▼

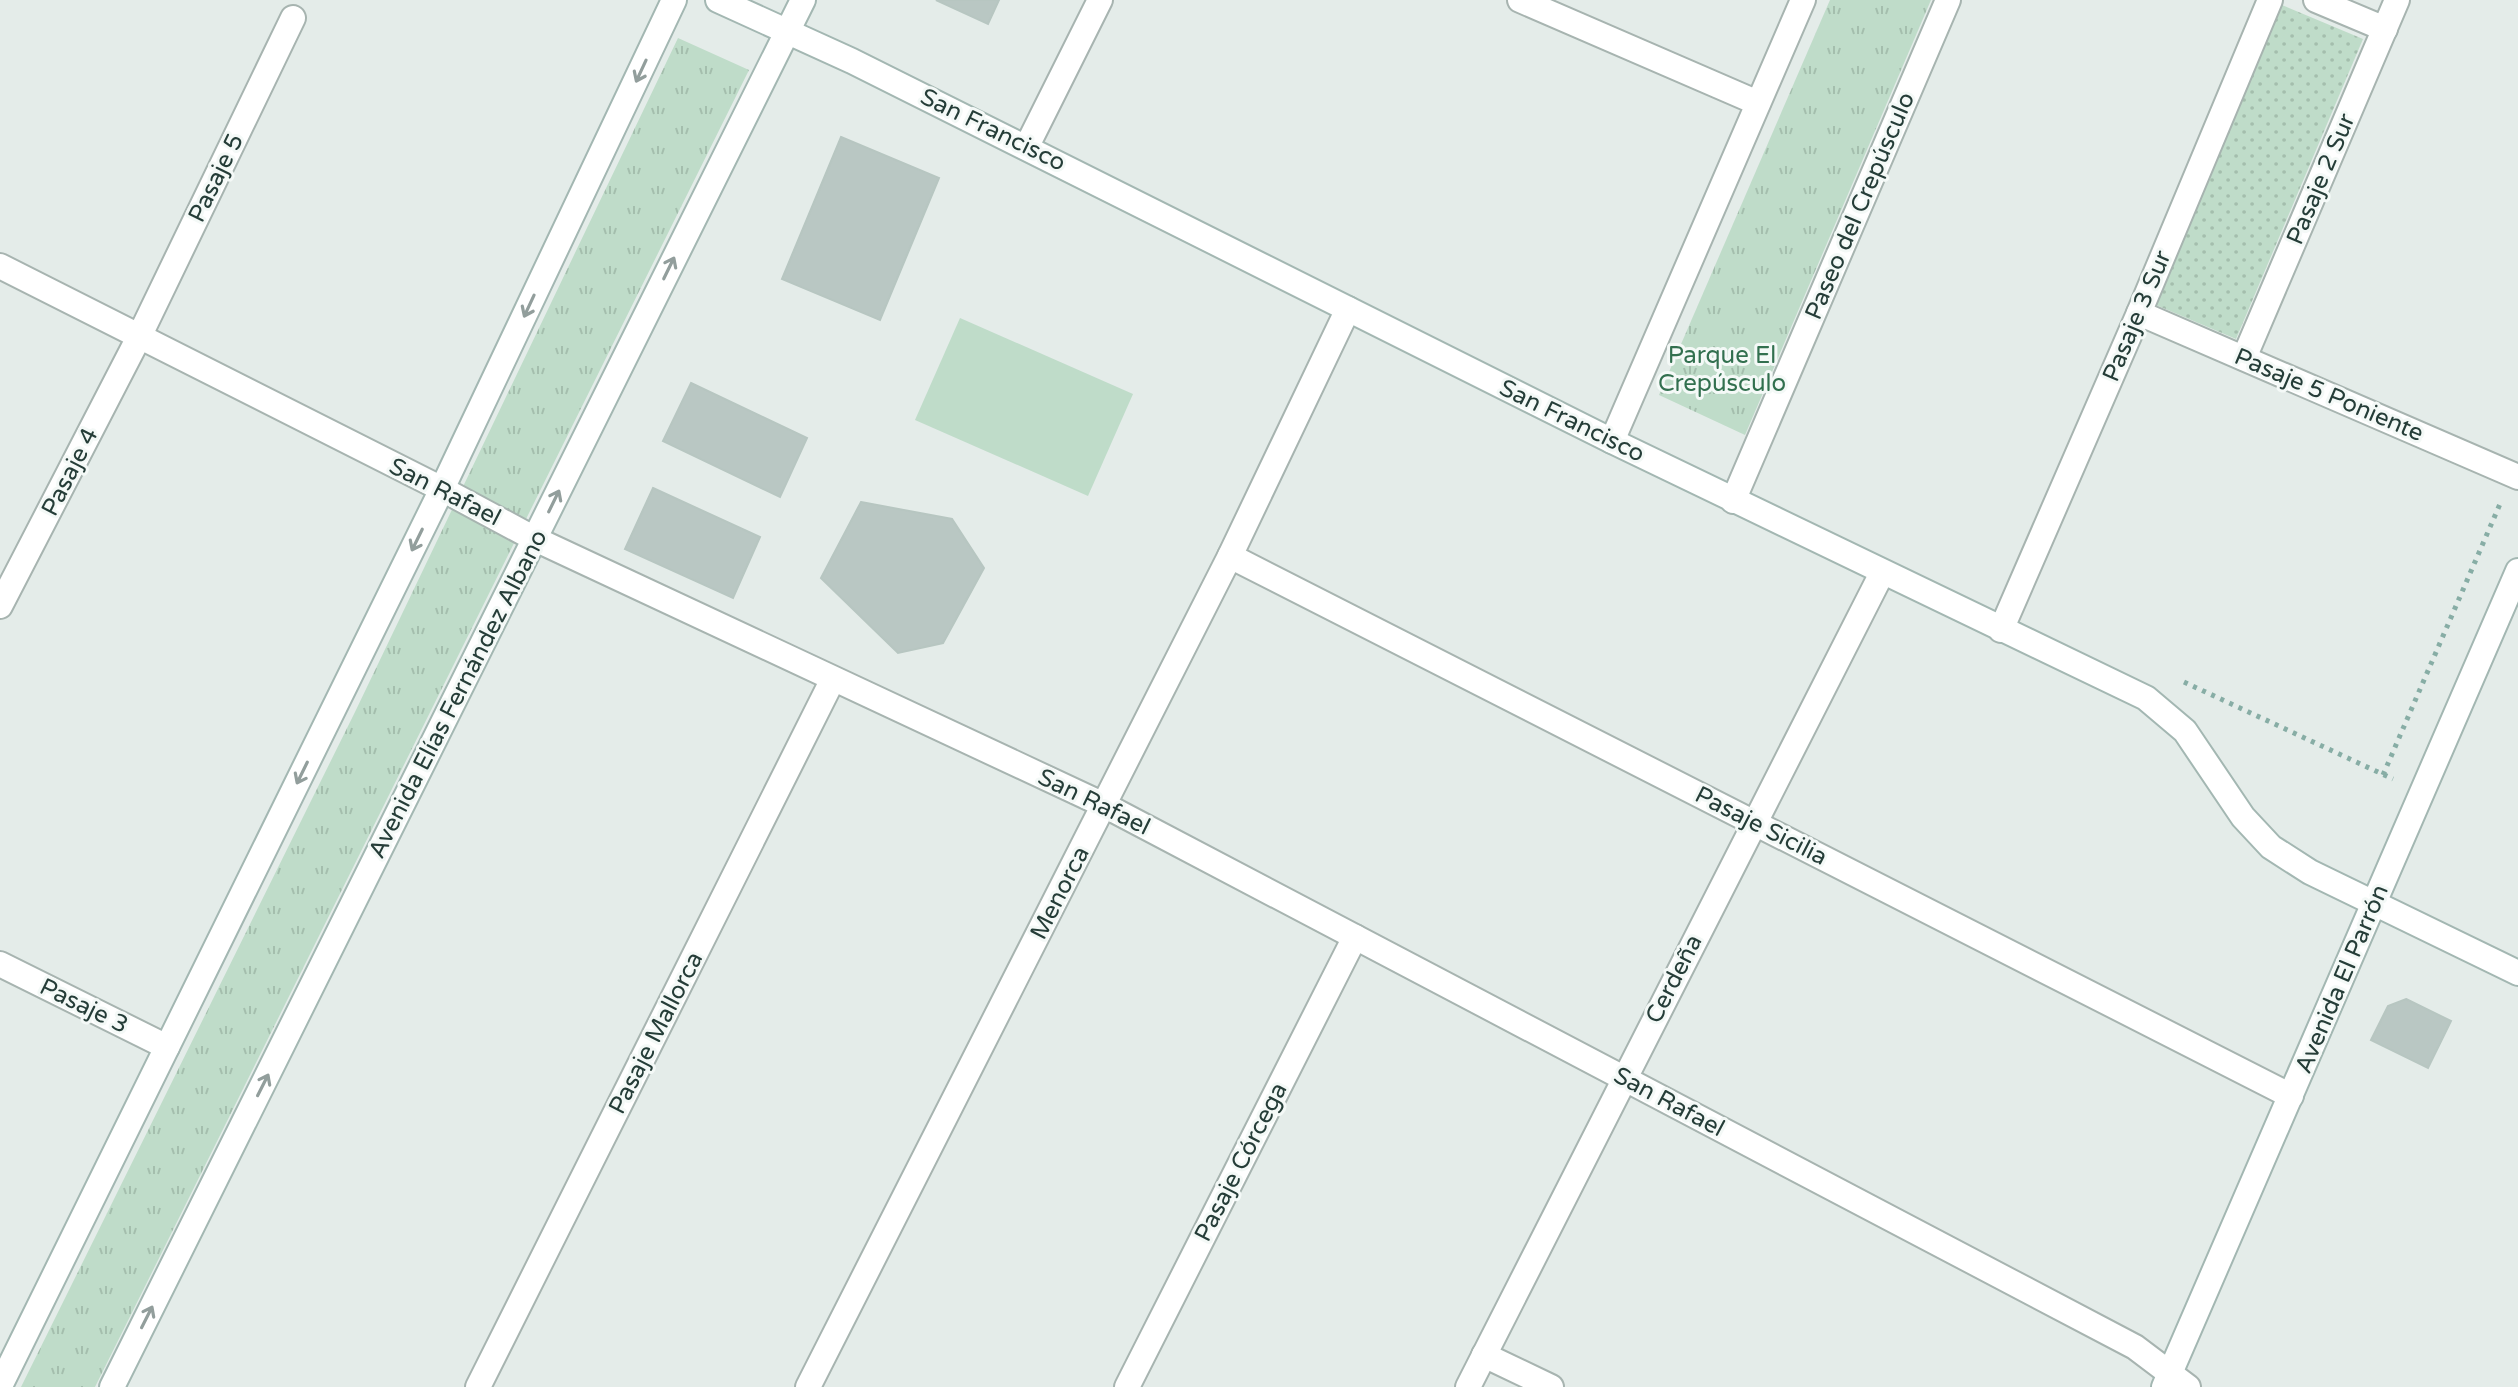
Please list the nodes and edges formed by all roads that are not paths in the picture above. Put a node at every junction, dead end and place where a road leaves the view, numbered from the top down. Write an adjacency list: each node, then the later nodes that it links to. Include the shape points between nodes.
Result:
1 (674, 0): 23 (street, one-way to 23)
2 (718, 0): 13 (street, San Francisco)
3 (803, 0): 13 (street, Avenida Elías Fernández Albano)
4 (1100, 0): 15 (street)
5 (1520, 0): 14 (street)
6 (1803, 0): 14 (street)
7 (1948, 0): 24 (street, Paseo del Crepúsculo)
8 (2270, 0): 18 (street, Pasaje 3 Sur)
9 (2316, 0): 12 (street)
10 (2397, 0): 12 (street, Pasaje 2 Sur)
11 (293, 18): 19 (street, Pasaje 5)
12 (2385, 29): 20 (street, Pasaje 2 Sur)
13 (786, 31): 15 (street, San Francisco); 25 (street, Avenida Elías Fernández Albano, one-way to 13)
14 (1758, 103): 21 (street)
15 (1027, 146): 17 (street, San Francisco)
16 (0, 266): 19 (street, San Rafael)
17 (1348, 309): 21 (street, San Francisco); 26 (street, Menorca)
18 (2139, 313): 20 (street, Pasaje 5 Poniente); 30 (street, Pasaje 3 Sur)
19 (139, 337): 23 (street, San Rafael); 29 (street, Pasaje 4)
20 (2244, 358): 22 (street, Pasaje 5 Poniente)
21 (1612, 441): 24 (street, San Francisco)
22 (2515, 476)
23 (442, 489): 25 (street, San Rafael); 38 (street, one-way to 38)
24 (1733, 501): 28 (street, San Francisco)
25 (535, 539): 31 (street, San Rafael); 44 (street, Avenida Elías Fernández Albano, one-way to 25)
26 (1230, 556): 32 (street, Menorca); 33 (street, Pasaje Sicilia)
27 (2518, 571): 34 (street, Avenida El Parrón)
28 (1882, 573): 30 (street, San Francisco); 33 (street, Cerdeña)
29 (0, 606)
30 (2001, 630): 34 (street, San Francisco, via 2167,713 2271,847)
31 (833, 679): 32 (street, San Rafael); 45 (street, Pasaje Mallorca)
32 (1104, 805): 35 (street, San Rafael); 46 (street, Menorca)
33 (1754, 823): 39 (street, Cerdeña); 40 (street, Pasaje Sicilia)
34 (2375, 903): 37 (street, San Francisco); 40 (street, Avenida El Parrón)
35 (1355, 937): 39 (street, San Rafael); 47 (street, Pasaje Córcega)
36 (0, 964): 38 (street, Pasaje 3)
37 (2518, 973)
38 (167, 1047): 43 (street)
39 (1623, 1078): 41 (street, Cerdeña); 42 (street, San Rafael, via 2135,1347)
40 (2291, 1096): 42 (street, Avenida El Parrón)
41 (1484, 1355): 48 (street, Cerdeña); 49 (street)
42 (2174, 1382)
43 (0, 1386)
44 (112, 1387)
45 (478, 1387)
46 (808, 1387)
47 (1127, 1387)
48 (1468, 1387)
49 (1551, 1387)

▲

_Exercise goal_.
Set the listing above down again exactly, leaving pictures out.

_Task answer_.
Please list the nodes and edges formed by all roads that are not paths in the picture above. Put a node at every junction, dead end and place where a road leaves the view, numbered from the top down. Write an adjacency list: each node, then the later nodes that it links to. Include the shape points between nodes.
Result:
1 (674, 0): 23 (street, one-way to 23)
2 (718, 0): 13 (street, San Francisco)
3 (803, 0): 13 (street, Avenida Elías Fernández Albano)
4 (1100, 0): 15 (street)
5 (1520, 0): 14 (street)
6 (1803, 0): 14 (street)
7 (1948, 0): 24 (street, Paseo del Crepúsculo)
8 (2270, 0): 18 (street, Pasaje 3 Sur)
9 (2316, 0): 12 (street)
10 (2397, 0): 12 (street, Pasaje 2 Sur)
11 (293, 18): 19 (street, Pasaje 5)
12 (2385, 29): 20 (street, Pasaje 2 Sur)
13 (786, 31): 15 (street, San Francisco); 25 (street, Avenida Elías Fernández Albano, one-way to 13)
14 (1758, 103): 21 (street)
15 (1027, 146): 17 (street, San Francisco)
16 (0, 266): 19 (street, San Rafael)
17 (1348, 309): 21 (street, San Francisco); 26 (street, Menorca)
18 (2139, 313): 20 (street, Pasaje 5 Poniente); 30 (street, Pasaje 3 Sur)
19 (139, 337): 23 (street, San Rafael); 29 (street, Pasaje 4)
20 (2244, 358): 22 (street, Pasaje 5 Poniente)
21 (1612, 441): 24 (street, San Francisco)
22 (2515, 476)
23 (442, 489): 25 (street, San Rafael); 38 (street, one-way to 38)
24 (1733, 501): 28 (street, San Francisco)
25 (535, 539): 31 (street, San Rafael); 44 (street, Avenida Elías Fernández Albano, one-way to 25)
26 (1230, 556): 32 (street, Menorca); 33 (street, Pasaje Sicilia)
27 (2518, 571): 34 (street, Avenida El Parrón)
28 (1882, 573): 30 (street, San Francisco); 33 (street, Cerdeña)
29 (0, 606)
30 (2001, 630): 34 (street, San Francisco, via 2167,713 2271,847)
31 (833, 679): 32 (street, San Rafael); 45 (street, Pasaje Mallorca)
32 (1104, 805): 35 (street, San Rafael); 46 (street, Menorca)
33 (1754, 823): 39 (street, Cerdeña); 40 (street, Pasaje Sicilia)
34 (2375, 903): 37 (street, San Francisco); 40 (street, Avenida El Parrón)
35 (1355, 937): 39 (street, San Rafael); 47 (street, Pasaje Córcega)
36 (0, 964): 38 (street, Pasaje 3)
37 (2518, 973)
38 (167, 1047): 43 (street)
39 (1623, 1078): 41 (street, Cerdeña); 42 (street, San Rafael, via 2135,1347)
40 (2291, 1096): 42 (street, Avenida El Parrón)
41 (1484, 1355): 48 (street, Cerdeña); 49 (street)
42 (2174, 1382)
43 (0, 1386)
44 (112, 1387)
45 (478, 1387)
46 (808, 1387)
47 (1127, 1387)
48 (1468, 1387)
49 (1551, 1387)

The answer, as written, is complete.